Le doute s'installe : le président Macron avait déjà promis, sous le précédent quinquennat, un nombre conséquent de nouvelles places. Dans la réalité, à peine la moitié ont vu le jour, alors que du côté des assistantes maternelles, lesquelles constituent le premier mode de garde, on s'attend à un départ massif à la retraite... tandis que 10.000 professionnelles manquent déjà à l'appel dans les crèches ! Autre constat des plus préoccupants : la crise de recrutement sévit chez les AF.

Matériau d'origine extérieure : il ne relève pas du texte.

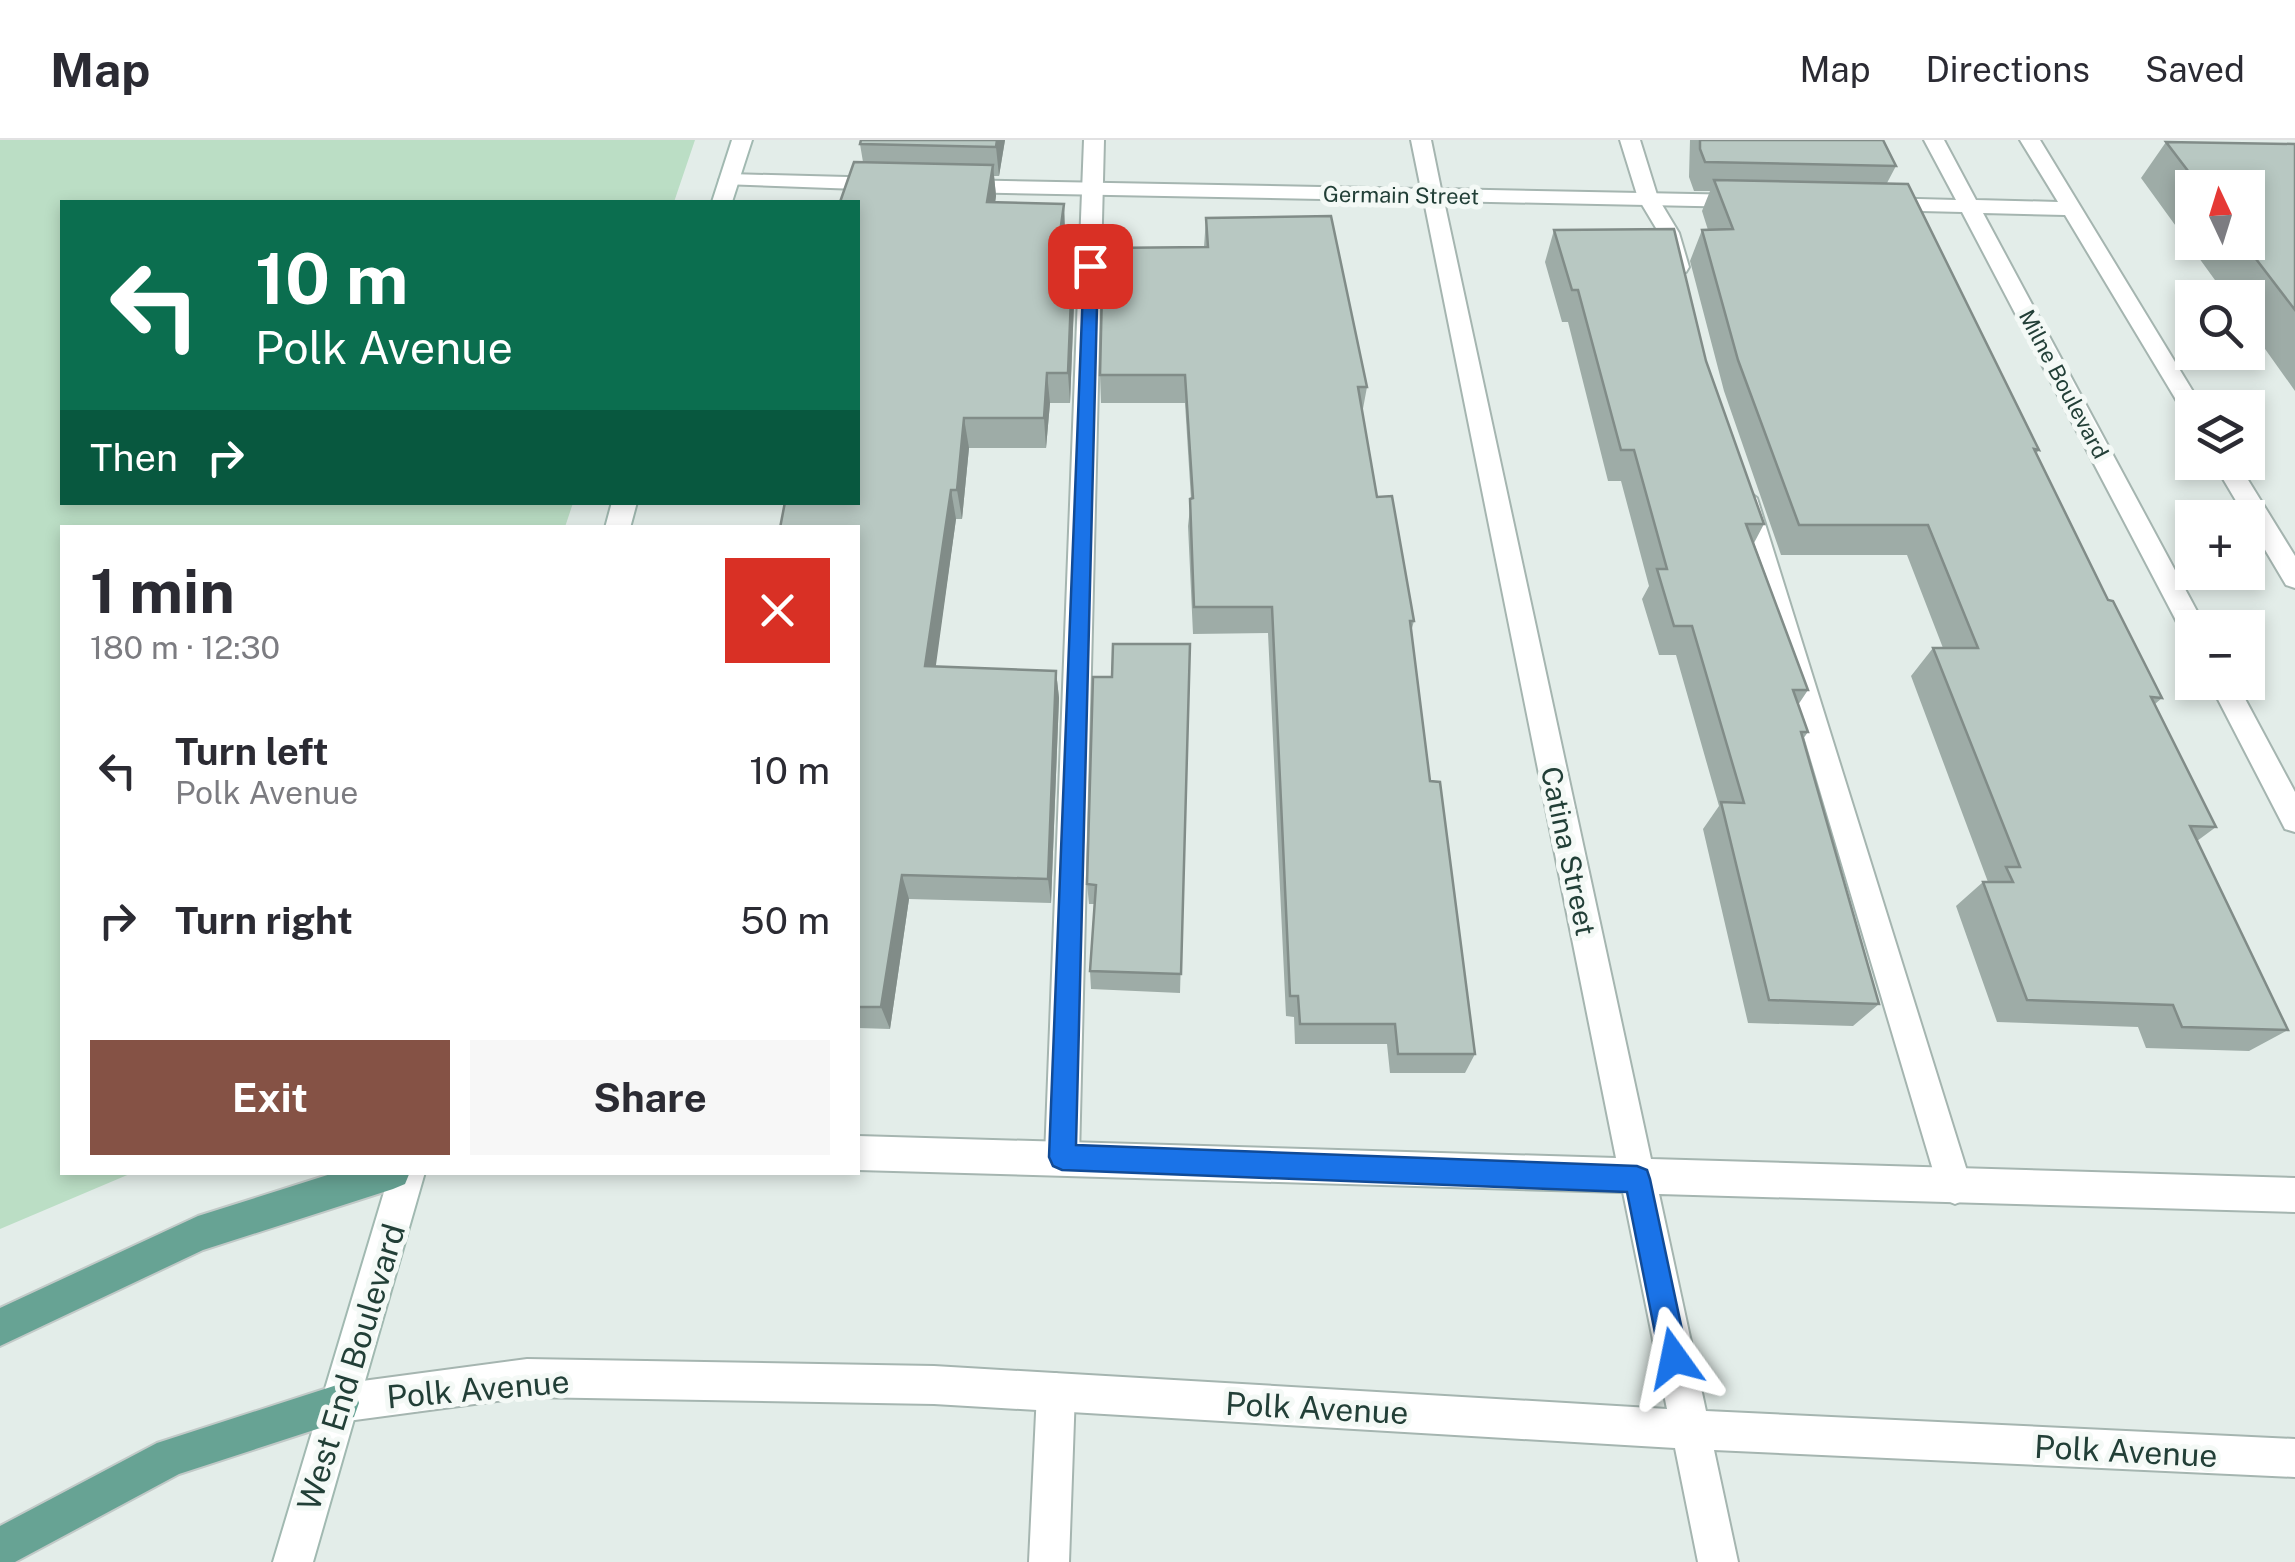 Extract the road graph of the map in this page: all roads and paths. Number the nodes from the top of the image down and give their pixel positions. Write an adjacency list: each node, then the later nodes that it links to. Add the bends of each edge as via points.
1 (742, 140): 7 (street)
2 (1094, 140): 10 (street)
3 (1421, 140): 11 (street, Catina Street)
4 (1630, 140): 12 (street)
5 (1934, 140): 16 (street, Milne Boulevard)
6 (2030, 140): 17 (street)
7 (729, 180): 8 (street); 13 (street)
8 (901, 184)
9 (940, 185): 10 (street, Germain Street)
10 (1092, 189): 11 (street, Germain Street); 27 (street)
11 (1433, 196): 12 (street, Germain Street); 30 (street, Catina Street)
12 (1648, 198): 14 (street, Germain Street); 18 (street, via 1669,234)
13 (723, 200)
14 (1762, 201)
15 (1857, 204): 16 (street)
16 (1970, 207): 17 (street); 23 (street, Milne Boulevard)
17 (2072, 209): 19 (street)
18 (1684, 287)
19 (2181, 390)
20 (1738, 478): 31 (street)
21 (2237, 480): 22 (street)
22 (2295, 578)
23 (2183, 610)
24 (2232, 700): 25 (street)
25 (2295, 820)
26 (860, 1154): 27 (street)
27 (1062, 1157): 30 (street)
28 (384, 1175): 33 (main road, via 198,1234)
29 (407, 1175): 35 (street, West End Boulevard)
30 (1637, 1179): 31 (street); 36 (street, Catina Street)
31 (1955, 1187): 32 (street)
32 (2295, 1195)
33 (0, 1327)
34 (1056, 1392): 35 (street, Polk Avenue, via 527,1378); 36 (street, Polk Avenue); 40 (street)
35 (340, 1403): 38 (main road, via 171,1457); 39 (street, West End Boulevard)
36 (1689, 1430): 37 (street, Polk Avenue); 41 (street, Catina Street)
37 (2295, 1458)
38 (0, 1548)
39 (293, 1562)
40 (1049, 1562)
41 (1718, 1562)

Les unes et les autres s'inquiètent par conséquent du décalage entre l'annonce de la première ministre et les déclinaisons concrètes. Ainsi celle-ci n'a pas fourni de détails sur l'approfondissement de la formation. Elle a aussi remis à une date ultérieure la question sensible de la revalorisation salariale à l'heure où l'insuffisance du pouvoir d'achat défraye la chronique.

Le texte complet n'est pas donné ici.